In this first Lambda School portfolio project we are practicing the following skills:
- Dataset Selection
- Statistical Hypothesis Formulation
- Draw Conclusions & Effectively Communicate Results
Description of Data
I selected the following two datasets:
The Bitcoin Historical Price Data is from kaggle.com and contains 8 columns covering a period from 2012–01–01 to 2020–12–31:
- Timestamp: Unix Time Stamp
- Open, High, Low, Close: Price characteristic within 60s time window
- Volume: Volume of Currency Transacted within 60s time window
- Weighted_Price: Volume Weighted Average Price
To create the Google Trends search interest file, the past 5 years was selected in the time window options and a .csv file was downloaded. It contains 2 columns:
- Week - ‘mm/dd/yyyy’ format
- bitcoin: (worldwide) —Normalized Search interest in ‘bitcoin’ worldwide, 0 to 100 — [Weekly Searches] / [Total Searches Last 5 Years]
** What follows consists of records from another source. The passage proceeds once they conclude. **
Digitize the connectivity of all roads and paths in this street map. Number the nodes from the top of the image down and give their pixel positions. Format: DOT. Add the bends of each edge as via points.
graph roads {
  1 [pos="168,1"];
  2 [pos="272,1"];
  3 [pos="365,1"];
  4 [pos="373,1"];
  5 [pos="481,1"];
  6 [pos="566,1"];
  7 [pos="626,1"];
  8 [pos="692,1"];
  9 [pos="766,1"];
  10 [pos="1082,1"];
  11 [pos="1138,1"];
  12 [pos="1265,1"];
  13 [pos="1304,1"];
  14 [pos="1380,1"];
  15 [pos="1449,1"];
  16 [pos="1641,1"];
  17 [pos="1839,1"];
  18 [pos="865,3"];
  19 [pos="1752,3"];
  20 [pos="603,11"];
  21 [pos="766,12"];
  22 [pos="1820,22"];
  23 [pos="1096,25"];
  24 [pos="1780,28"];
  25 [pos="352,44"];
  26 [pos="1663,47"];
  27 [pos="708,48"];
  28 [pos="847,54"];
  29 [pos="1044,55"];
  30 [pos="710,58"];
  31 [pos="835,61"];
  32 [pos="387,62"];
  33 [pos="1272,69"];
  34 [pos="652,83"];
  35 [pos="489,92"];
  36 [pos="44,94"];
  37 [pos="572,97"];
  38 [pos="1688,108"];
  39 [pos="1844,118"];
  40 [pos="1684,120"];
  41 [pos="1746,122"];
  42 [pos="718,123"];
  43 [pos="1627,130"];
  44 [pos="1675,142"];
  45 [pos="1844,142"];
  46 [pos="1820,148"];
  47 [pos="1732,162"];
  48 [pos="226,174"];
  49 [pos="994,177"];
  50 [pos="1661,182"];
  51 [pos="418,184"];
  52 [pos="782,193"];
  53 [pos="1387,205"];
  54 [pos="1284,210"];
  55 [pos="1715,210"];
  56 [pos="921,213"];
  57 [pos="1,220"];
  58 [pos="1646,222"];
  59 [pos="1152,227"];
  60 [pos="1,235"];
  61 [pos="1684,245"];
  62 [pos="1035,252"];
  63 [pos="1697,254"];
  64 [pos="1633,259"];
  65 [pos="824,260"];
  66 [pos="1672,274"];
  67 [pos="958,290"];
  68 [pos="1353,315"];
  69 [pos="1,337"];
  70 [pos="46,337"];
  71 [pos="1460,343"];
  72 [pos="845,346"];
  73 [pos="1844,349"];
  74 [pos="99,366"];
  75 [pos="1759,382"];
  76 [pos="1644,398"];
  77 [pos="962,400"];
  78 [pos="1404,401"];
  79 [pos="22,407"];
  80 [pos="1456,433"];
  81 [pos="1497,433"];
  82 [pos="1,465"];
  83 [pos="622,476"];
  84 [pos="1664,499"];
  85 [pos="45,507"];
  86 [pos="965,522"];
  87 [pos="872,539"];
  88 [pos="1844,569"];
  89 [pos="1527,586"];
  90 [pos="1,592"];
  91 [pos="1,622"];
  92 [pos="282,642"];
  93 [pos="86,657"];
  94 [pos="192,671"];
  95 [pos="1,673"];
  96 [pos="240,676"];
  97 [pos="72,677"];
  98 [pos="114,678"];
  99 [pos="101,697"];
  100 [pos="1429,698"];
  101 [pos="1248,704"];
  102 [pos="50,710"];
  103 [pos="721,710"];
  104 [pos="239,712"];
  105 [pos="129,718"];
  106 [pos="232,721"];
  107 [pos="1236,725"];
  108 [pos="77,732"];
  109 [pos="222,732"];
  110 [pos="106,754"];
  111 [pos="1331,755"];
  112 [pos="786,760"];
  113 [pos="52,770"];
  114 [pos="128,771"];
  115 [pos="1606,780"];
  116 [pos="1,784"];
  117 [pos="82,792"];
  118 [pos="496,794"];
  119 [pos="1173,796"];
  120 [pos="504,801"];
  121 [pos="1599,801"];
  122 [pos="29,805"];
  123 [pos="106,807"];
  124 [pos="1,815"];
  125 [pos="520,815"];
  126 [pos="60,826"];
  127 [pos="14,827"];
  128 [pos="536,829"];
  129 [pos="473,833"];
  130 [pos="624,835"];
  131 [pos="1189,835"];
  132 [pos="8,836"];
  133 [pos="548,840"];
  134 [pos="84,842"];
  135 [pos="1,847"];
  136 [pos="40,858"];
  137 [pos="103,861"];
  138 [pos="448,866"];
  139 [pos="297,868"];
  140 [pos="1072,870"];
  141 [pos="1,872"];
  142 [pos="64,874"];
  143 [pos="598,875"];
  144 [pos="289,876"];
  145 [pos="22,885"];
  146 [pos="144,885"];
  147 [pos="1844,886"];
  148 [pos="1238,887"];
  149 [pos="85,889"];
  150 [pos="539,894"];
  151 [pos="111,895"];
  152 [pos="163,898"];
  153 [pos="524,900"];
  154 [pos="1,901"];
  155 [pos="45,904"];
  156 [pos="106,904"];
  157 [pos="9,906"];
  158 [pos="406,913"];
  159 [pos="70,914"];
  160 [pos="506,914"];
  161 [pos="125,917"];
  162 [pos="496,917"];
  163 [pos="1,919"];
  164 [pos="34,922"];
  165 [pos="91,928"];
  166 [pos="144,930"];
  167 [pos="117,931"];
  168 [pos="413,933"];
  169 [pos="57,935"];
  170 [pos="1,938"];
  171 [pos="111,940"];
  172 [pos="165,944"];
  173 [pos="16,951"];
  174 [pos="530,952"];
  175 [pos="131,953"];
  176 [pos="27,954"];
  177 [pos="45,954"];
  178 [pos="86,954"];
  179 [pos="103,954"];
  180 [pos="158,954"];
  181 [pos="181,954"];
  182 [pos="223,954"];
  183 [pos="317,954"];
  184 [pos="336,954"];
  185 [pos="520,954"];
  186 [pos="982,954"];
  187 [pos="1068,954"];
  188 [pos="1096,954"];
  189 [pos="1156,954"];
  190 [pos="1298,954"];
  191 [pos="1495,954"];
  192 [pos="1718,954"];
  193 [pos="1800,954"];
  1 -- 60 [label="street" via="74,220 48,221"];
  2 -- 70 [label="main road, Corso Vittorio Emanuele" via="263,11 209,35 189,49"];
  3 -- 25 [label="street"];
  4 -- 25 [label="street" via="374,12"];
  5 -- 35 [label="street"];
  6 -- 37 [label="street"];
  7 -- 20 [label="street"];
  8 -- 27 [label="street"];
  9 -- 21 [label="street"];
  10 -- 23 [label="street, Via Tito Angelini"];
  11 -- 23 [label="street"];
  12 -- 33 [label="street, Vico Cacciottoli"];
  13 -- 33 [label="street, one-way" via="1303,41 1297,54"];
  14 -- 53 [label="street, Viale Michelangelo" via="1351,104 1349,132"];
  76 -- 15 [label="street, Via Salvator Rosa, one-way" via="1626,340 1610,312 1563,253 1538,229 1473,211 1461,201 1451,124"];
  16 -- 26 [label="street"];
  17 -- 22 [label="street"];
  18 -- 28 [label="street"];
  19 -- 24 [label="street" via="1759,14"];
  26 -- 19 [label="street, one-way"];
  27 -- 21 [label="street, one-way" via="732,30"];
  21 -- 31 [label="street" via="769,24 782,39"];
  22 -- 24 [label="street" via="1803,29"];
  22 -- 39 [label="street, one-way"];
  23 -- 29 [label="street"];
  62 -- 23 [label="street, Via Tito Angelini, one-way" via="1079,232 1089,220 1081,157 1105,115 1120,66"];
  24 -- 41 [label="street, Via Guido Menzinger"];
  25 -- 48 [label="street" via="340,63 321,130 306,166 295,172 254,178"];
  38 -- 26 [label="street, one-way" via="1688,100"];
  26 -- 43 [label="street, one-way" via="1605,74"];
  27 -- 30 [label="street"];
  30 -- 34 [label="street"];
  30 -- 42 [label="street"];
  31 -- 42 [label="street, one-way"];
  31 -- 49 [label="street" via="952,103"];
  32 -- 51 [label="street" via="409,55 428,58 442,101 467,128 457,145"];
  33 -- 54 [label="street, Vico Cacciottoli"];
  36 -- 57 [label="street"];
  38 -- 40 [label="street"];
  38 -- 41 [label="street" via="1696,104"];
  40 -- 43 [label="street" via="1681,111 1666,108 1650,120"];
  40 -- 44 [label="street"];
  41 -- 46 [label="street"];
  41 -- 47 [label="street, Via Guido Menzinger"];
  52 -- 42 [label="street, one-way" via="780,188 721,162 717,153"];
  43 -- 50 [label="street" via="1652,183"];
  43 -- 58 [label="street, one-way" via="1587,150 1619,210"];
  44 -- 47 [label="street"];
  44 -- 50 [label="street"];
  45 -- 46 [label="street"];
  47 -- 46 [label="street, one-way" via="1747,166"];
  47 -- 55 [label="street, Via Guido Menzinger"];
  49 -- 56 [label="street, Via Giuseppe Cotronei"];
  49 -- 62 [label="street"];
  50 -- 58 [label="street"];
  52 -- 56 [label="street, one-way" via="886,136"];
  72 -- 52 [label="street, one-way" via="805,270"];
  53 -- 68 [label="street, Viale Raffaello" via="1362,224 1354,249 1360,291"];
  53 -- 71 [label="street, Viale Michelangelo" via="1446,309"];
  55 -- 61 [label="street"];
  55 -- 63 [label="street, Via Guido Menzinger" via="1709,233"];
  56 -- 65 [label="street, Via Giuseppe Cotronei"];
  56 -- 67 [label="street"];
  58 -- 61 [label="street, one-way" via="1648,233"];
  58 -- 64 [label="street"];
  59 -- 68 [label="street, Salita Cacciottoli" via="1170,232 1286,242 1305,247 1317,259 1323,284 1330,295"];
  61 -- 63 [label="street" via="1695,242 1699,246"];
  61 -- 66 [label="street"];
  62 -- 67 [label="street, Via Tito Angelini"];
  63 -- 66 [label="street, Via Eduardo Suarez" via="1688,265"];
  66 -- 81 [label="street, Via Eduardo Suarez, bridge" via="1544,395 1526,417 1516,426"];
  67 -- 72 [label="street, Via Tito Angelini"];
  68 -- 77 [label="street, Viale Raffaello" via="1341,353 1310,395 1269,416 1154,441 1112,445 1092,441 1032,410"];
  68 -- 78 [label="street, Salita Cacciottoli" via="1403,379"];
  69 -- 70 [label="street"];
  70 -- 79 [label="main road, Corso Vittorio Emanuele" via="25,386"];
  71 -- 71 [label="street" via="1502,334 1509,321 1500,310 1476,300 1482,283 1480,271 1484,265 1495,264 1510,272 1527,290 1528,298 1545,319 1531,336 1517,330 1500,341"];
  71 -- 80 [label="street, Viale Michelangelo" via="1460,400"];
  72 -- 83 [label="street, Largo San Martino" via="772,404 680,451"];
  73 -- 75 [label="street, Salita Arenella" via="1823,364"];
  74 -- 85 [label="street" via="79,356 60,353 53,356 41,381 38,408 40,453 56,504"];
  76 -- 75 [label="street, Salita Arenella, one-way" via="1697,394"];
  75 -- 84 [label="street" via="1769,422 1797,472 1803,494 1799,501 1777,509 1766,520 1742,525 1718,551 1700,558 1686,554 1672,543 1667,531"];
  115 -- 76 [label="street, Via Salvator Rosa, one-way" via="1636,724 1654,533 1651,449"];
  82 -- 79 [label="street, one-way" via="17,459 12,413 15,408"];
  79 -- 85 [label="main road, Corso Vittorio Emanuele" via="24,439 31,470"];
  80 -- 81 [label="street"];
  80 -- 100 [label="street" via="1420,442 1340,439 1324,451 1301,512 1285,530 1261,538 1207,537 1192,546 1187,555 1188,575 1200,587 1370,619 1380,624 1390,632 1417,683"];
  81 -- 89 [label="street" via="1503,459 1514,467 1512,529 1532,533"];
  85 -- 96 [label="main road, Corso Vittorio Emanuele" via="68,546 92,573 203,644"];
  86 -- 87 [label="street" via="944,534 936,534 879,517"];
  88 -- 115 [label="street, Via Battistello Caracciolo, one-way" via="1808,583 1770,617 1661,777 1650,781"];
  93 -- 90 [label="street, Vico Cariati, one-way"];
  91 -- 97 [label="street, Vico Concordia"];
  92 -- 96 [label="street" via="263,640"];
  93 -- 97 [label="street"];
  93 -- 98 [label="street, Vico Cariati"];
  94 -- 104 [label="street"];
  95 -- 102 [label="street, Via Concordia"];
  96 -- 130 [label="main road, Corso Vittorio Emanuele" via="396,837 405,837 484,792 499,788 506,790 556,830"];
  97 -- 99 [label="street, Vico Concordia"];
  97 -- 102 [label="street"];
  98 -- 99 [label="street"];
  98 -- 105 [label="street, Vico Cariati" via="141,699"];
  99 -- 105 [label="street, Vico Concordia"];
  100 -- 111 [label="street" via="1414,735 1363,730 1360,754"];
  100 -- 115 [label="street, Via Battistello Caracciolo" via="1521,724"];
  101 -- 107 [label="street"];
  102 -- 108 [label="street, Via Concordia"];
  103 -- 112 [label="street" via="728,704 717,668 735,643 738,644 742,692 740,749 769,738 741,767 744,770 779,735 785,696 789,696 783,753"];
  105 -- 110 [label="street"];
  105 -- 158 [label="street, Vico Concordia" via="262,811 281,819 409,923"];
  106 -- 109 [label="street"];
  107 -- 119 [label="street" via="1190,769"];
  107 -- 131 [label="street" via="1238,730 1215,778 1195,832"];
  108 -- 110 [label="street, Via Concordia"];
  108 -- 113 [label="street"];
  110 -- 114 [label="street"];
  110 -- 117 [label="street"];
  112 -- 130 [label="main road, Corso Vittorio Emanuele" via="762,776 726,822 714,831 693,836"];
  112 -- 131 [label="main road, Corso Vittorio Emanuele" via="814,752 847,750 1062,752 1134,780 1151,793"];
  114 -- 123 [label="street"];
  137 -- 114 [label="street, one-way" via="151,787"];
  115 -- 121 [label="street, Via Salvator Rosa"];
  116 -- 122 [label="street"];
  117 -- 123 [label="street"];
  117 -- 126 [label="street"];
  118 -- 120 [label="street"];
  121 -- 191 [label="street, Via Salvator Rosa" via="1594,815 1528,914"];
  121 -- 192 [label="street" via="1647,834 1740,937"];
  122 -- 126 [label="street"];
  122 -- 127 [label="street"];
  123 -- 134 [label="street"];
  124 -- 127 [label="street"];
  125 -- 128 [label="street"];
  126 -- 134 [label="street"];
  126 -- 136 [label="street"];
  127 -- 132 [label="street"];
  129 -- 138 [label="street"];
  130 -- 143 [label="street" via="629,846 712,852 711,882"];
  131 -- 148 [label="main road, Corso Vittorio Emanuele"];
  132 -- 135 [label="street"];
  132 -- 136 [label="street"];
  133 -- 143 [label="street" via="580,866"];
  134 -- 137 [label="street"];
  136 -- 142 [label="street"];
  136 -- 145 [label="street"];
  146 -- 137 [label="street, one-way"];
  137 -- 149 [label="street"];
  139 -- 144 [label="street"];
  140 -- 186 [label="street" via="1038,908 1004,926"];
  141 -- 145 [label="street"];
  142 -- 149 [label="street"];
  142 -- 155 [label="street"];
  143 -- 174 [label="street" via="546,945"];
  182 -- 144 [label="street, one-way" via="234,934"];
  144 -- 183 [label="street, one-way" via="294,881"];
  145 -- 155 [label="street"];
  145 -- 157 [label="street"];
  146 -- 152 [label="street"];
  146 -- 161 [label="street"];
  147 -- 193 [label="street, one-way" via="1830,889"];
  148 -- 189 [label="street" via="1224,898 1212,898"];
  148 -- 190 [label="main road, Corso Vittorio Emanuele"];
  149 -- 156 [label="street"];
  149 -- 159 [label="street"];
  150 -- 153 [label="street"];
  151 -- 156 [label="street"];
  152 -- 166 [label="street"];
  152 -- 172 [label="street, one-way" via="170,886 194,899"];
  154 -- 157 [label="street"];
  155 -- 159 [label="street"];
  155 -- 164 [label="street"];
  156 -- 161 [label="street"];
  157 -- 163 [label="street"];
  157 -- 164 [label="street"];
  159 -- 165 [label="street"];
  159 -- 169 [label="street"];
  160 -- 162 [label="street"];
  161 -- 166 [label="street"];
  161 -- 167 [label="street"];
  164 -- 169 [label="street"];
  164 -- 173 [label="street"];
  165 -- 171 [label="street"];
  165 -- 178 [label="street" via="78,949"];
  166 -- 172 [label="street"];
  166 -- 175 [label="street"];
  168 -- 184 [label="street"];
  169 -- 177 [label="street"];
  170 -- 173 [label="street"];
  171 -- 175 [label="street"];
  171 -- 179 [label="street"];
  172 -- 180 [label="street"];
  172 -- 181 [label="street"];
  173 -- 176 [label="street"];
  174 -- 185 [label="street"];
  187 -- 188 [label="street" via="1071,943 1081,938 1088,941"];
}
- Google Trend data is measured every week
- Bitcoin price data is measured every minute
My Hypothesis: Bitcoin Price and Bitcoin Search Interest are correlated.
Null hypothesis: There is not a statically significant relationship between Bitcoin Search Interest and Bitcoin Price.
Alternative hypothesis: There is a statistically significant relationship between Bitcoin Search Interest and Bitcoin Price.
A one-sample t-test and an ordinary least squares regression was performed to test the hypothesis.
The following was conducted to prep the raw data:
- Converted all time series time indexes to Panda’s datetime class
- Dropped rows w/ NaNs in BTC Price data
- Aggregated BTC minute price data records in a week and calculated mean BTC price across week using pd.resample
- Merged Search Interest and Price Data Frames utilizing Search Interest file’s dates as merge-key
We can see Bitcoin Price and Search Interest are correlated somewhat for lower prices, while they are less correlated as search interest picks up.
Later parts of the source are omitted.